Exactly Where She Should Be

It's been a few months since our oldest daughter tackled her latest position as part of the Mott Children's Hospital Teen Advisory Committee (TAC).

I wrote a bit about her initial process here.

From October, 2014 " For the first time, she will have an up-close view to how the world is full of many different levels of ability and that yes, while T1D does suck (her very eloquent description) - because it does (my description can be even worse at times) - the 'suck' could be very different in someone else's shoes.  That couldn't be more perfect for a Teen to realize."

Interestingly enough, what I predicted is exactly what has happened.  Through her participation, she has had exposure to much more than she could have ever imagined within the confines of T1d.  I think it is truly a gift.  But what is even better than me thinking that is watching her feel the same way.

As I drove her home from her meeting last night, she explained how being in the group was inspiring. She explained that when she realized that she was the youngest person in the room, suddenly, she understood that it was an opportunity.  "Mom", she said while conspiratorially lowering her voice, "I have a chance to soak up all of this knowledge.  It is like I am going to be in a mini-medical school!"
She then went on to share that she confirmed her decision to go on to medical school.

"I don't know what kind of doctor I want to be.  I just know that I want to help.  I want to be there for kids and I want to make a difference.  I might even be a psychologist.  I absolutely love my time with this group."

I listened to her talk about other highlights of the group interaction.  Oldest daughter had volunteered to bring in an ice-breaker and she chatted about how well it was received.

"We laughed, mom.  Some of the icebreaker questions were so funny and some answers were totally not what I was thinking.  I thought it was so cool to hear how different some of the ideas were.  Most of all, I was so happy that it got everyone to open up and share."

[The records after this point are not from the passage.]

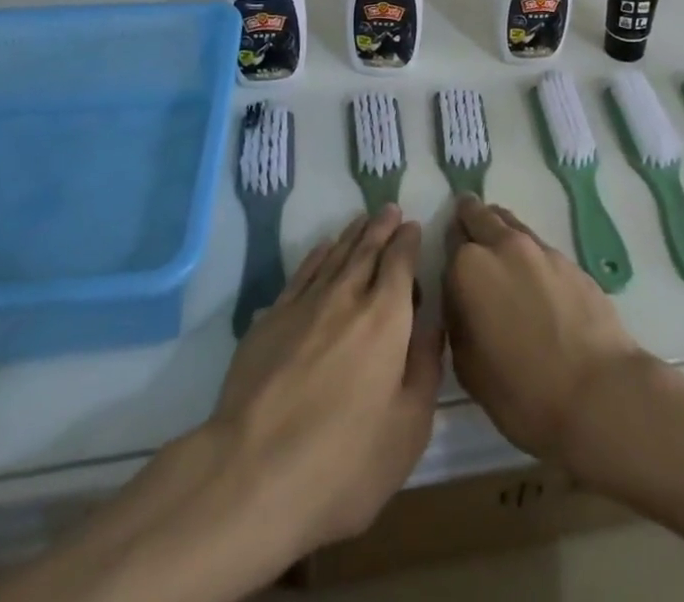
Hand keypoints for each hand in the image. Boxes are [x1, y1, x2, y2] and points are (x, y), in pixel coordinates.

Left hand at [213, 206, 441, 551]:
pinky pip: (301, 273)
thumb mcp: (407, 429)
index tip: (413, 227)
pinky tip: (322, 249)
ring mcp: (304, 305)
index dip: (408, 242)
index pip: (400, 263)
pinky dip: (316, 255)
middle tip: (390, 210)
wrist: (251, 474)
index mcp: (386, 318)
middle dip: (381, 228)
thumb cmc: (343, 461)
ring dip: (351, 235)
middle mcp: (347, 297)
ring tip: (362, 221)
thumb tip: (432, 326)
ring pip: (334, 255)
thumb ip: (424, 369)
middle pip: (367, 249)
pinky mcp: (270, 320)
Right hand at [443, 196, 649, 467]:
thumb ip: (458, 321)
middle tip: (466, 227)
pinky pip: (538, 246)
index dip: (448, 252)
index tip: (450, 262)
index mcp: (469, 268)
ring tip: (498, 247)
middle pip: (479, 216)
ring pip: (510, 224)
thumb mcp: (468, 367)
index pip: (449, 241)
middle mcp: (502, 246)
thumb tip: (462, 302)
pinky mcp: (570, 261)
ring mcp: (540, 249)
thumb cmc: (523, 391)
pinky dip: (528, 252)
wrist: (599, 394)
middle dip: (470, 220)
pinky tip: (532, 278)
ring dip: (499, 229)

 We brainstormed some other ideas for future meetings and she also explained that she had been assigned research homework for an app that the group wanted to make.

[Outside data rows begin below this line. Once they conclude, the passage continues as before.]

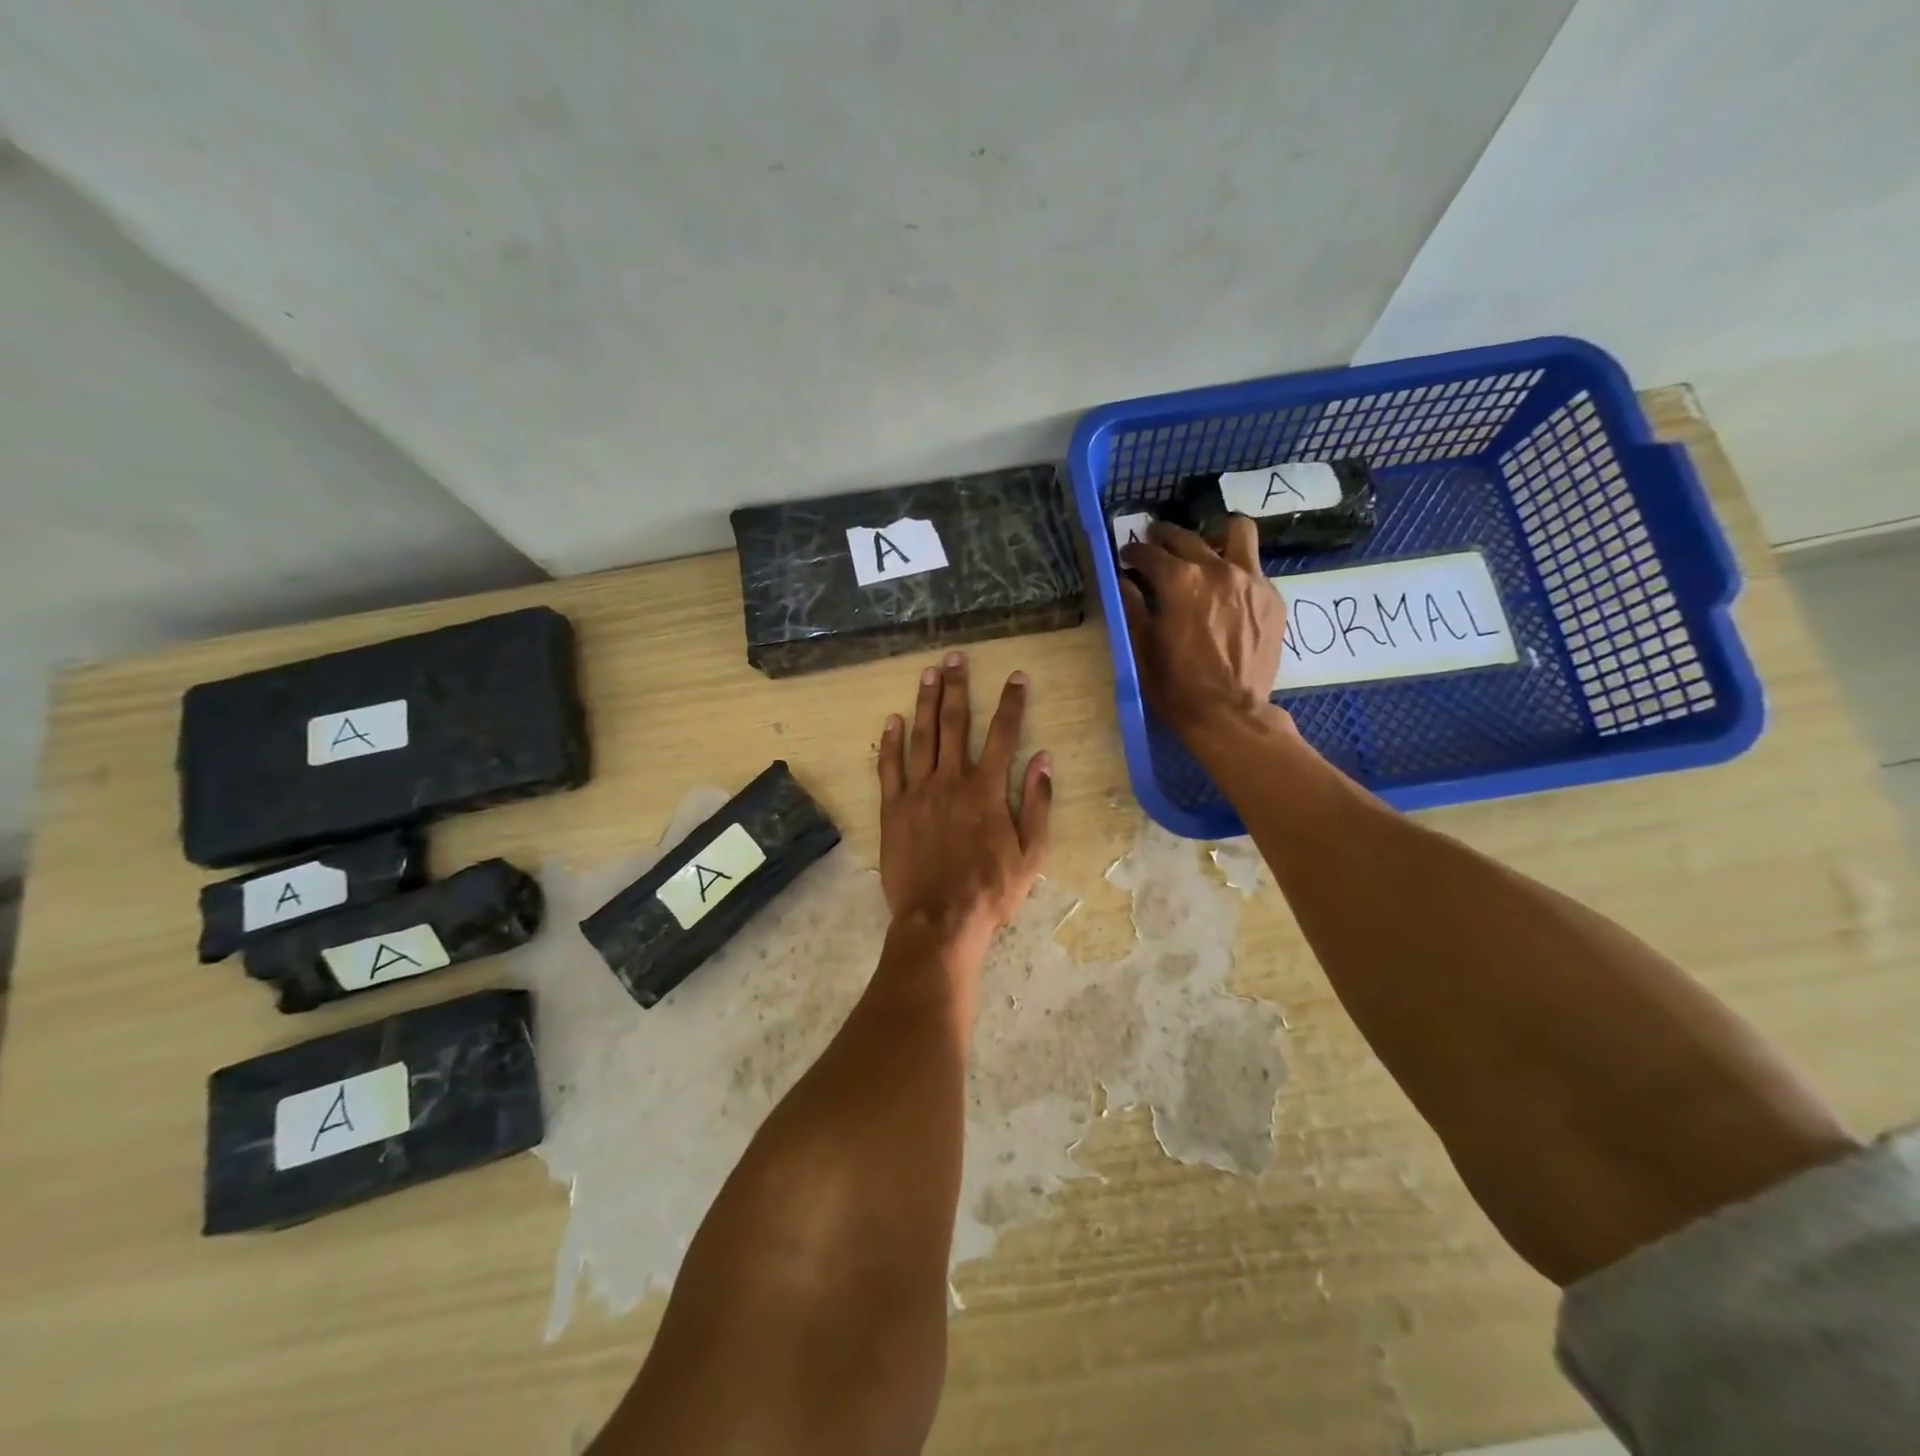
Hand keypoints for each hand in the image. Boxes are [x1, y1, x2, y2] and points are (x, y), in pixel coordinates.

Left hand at [877, 653, 1051, 950]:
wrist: (939, 920)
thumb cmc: (991, 891)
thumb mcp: (1031, 853)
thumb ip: (1038, 803)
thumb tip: (1044, 759)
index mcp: (987, 790)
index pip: (1004, 734)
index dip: (1011, 703)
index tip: (1016, 676)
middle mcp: (952, 780)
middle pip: (956, 723)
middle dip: (958, 687)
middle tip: (956, 658)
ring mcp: (918, 792)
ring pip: (922, 736)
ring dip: (926, 702)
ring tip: (928, 673)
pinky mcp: (893, 809)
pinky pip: (890, 767)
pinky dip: (891, 742)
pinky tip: (893, 720)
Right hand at [1119, 517, 1288, 740]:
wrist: (1230, 713)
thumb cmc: (1177, 685)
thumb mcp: (1143, 647)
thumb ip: (1133, 606)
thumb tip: (1124, 580)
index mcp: (1179, 581)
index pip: (1150, 553)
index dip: (1133, 552)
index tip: (1127, 557)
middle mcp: (1217, 569)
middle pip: (1187, 536)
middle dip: (1165, 536)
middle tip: (1156, 545)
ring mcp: (1251, 580)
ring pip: (1237, 532)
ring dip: (1216, 536)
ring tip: (1205, 551)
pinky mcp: (1272, 597)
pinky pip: (1254, 567)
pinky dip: (1236, 570)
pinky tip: (1227, 592)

Finally, as we pulled into our driveway, oldest daughter quietly said this:

"You know something?  This is the first time I have been somewhere and have felt instantly relaxed."
"Mom, they totally get me."

Thankfully it was dark, because her words lodged directly into my heart.  I get her.  I totally get her.  But as mom, well, it leaves me as mom.  She is savvy enough to think it is my job to agree.  So I parked, walked around the car and just gave her a big hug while saying I was so proud of her.

In a while, when the timing is right, I will explain the deeper thoughts that I have about growing up.  She is a teenager and so much of her world is consumed with cloning herself to match the others of hundreds of girls that blend together in the school hallways.  

What she hasn't learned is that in life, the most amazing people are the ones that didn't perfectly fit molds.  They are the dreamers, the designers, the doers, the risk-takers, the inventors and all of the creative and compassionate souls that dare to try.  Those are her people.  This is exactly where she should be.